I want to make a method convert that takes a general function bar (can be an std::function, lambda, functor,...) and converts it to an std::function<double(std::array<double, 3>)>. The function bar can either be:
std::array<double, 3> as an argument and returning a double. In this case, convert is not difficult to write:code:
template<typename F>
std::function<double(std::array<double, 3>)> convert (F& bar)
{
std::function<double(std::array<double,3>)> bar_converted = bar;
return bar_converted;
}
doubles as an argument and returning a double. Also in this case, convert is not too difficult to write:code:
template<typename F>
std::function<double(std::array<double, 3>)> convert(F& bar)
{
std::function<double(std::array<double,3>)> bar_converted;
auto array_bar = [bar]( std::array<double, 3> x)->double{ return bar(x[0], x[1], x[2]); };
bar_converted = array_bar;
return bar_converted;
}
The problem is that I do not have a clue how to combine these two convert methods, or whether this is even possible?

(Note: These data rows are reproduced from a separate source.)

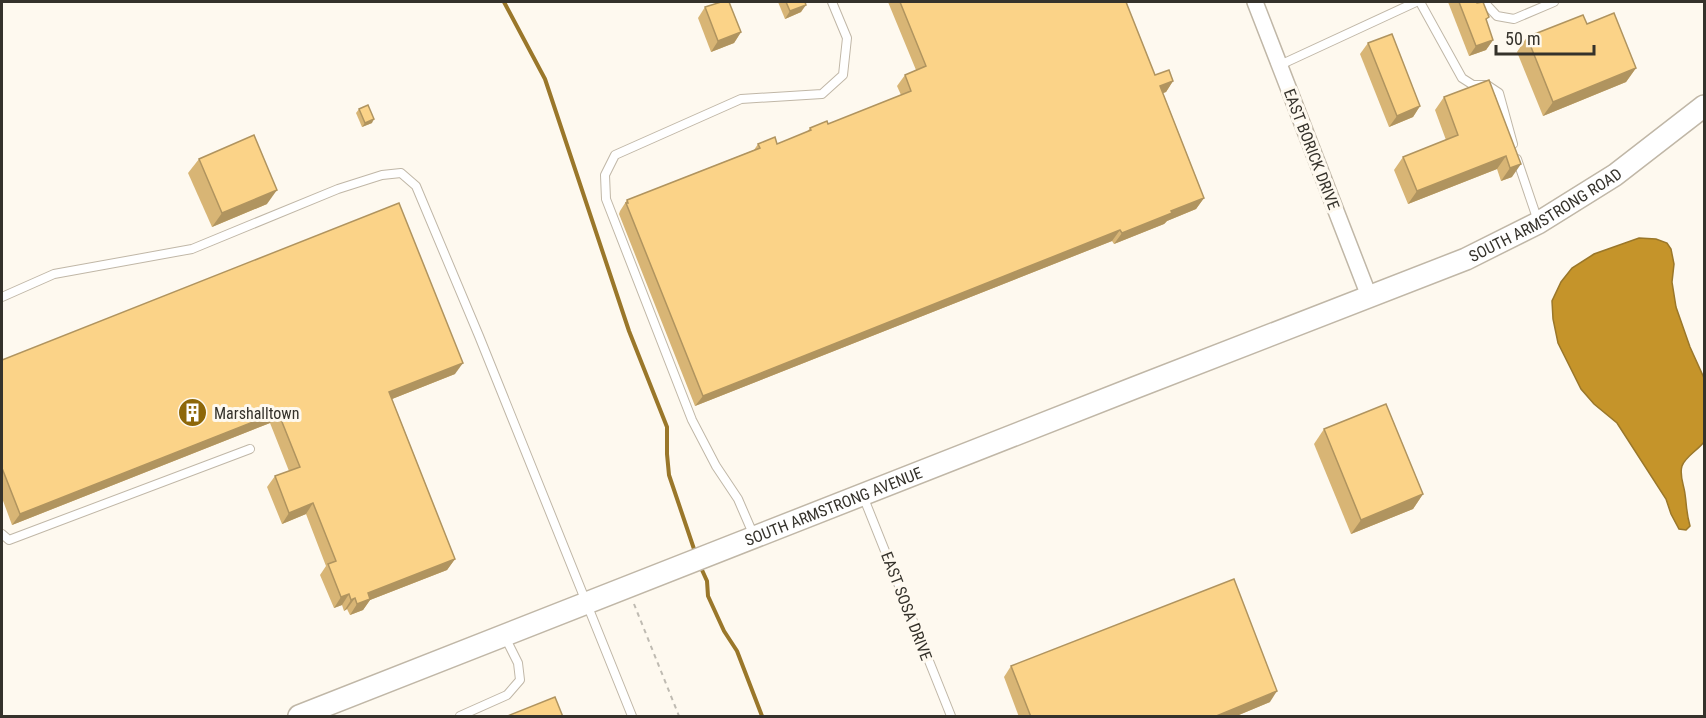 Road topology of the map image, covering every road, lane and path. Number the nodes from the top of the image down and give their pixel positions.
1 (832, 2) edge
2 (1254, 2) edge
3 (1416, 2) edge
4 (1420, 2) edge
5 (1484, 2) edge
6 (1554, 2) edge
7 (1280, 65) junction
8 (1704, 106) edge
9 (1538, 223) junction
10 (1369, 296) junction
11 (2, 297) edge
12 (250, 449) dead end
13 (862, 495) junction
14 (2, 534) edge
15 (755, 538) junction
16 (628, 587) junction
17 (587, 603) junction
18 (505, 635) junction
19 (299, 717) edge
20 (460, 717) edge
21 (632, 717) edge
22 (679, 717) edge
23 (951, 717) edge

1 - 15 lane
2 - 7 street, EAST BORICK DRIVE
3 - 7 lane
4 - 9 lane
5 - 6 lane
7 - 10 street, EAST BORICK DRIVE
8 - 9 street, SOUTH ARMSTRONG ROAD
9 - 10 street, SOUTH ARMSTRONG ROAD
10 - 13 street, SOUTH ARMSTRONG AVENUE
11 - 17 lane
12 - 14 lane
13 - 15 street, SOUTH ARMSTRONG AVENUE
13 - 23 lane, EAST SOSA DRIVE
15 - 16 street, SOUTH ARMSTRONG AVENUE
16 - 17 street, SOUTH ARMSTRONG AVENUE
16 - 22 path
17 - 18 street, SOUTH ARMSTRONG AVENUE
17 - 21 lane
18 - 19 street, SOUTH ARMSTRONG AVENUE
18 - 20 lane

I'll start with how I would write this in C++17:
template<typename F>
std::function<double(std::array<double, 3>)> convert(F&& f) // <== NB: forwarding ref
{
if constexpr (std::is_invocable_v<F&, std::array<double, 3>) {
// direct case
return std::forward<F>(f);
} else {
// unpacking case
return [f=std::forward<F>(f)](std::array<double, 3> arr) {
return std::apply(f, arr);
};
}
}
In C++14, you don't have if constexpr, is_invocable, or apply. The first can be achieved by just doing tag dispatch (you invoke a helper function with either std::true_type or std::false_type) and the other two can be implemented in C++14 just fine, and are really useful helper functions that you will likely need for lots of other things anyway.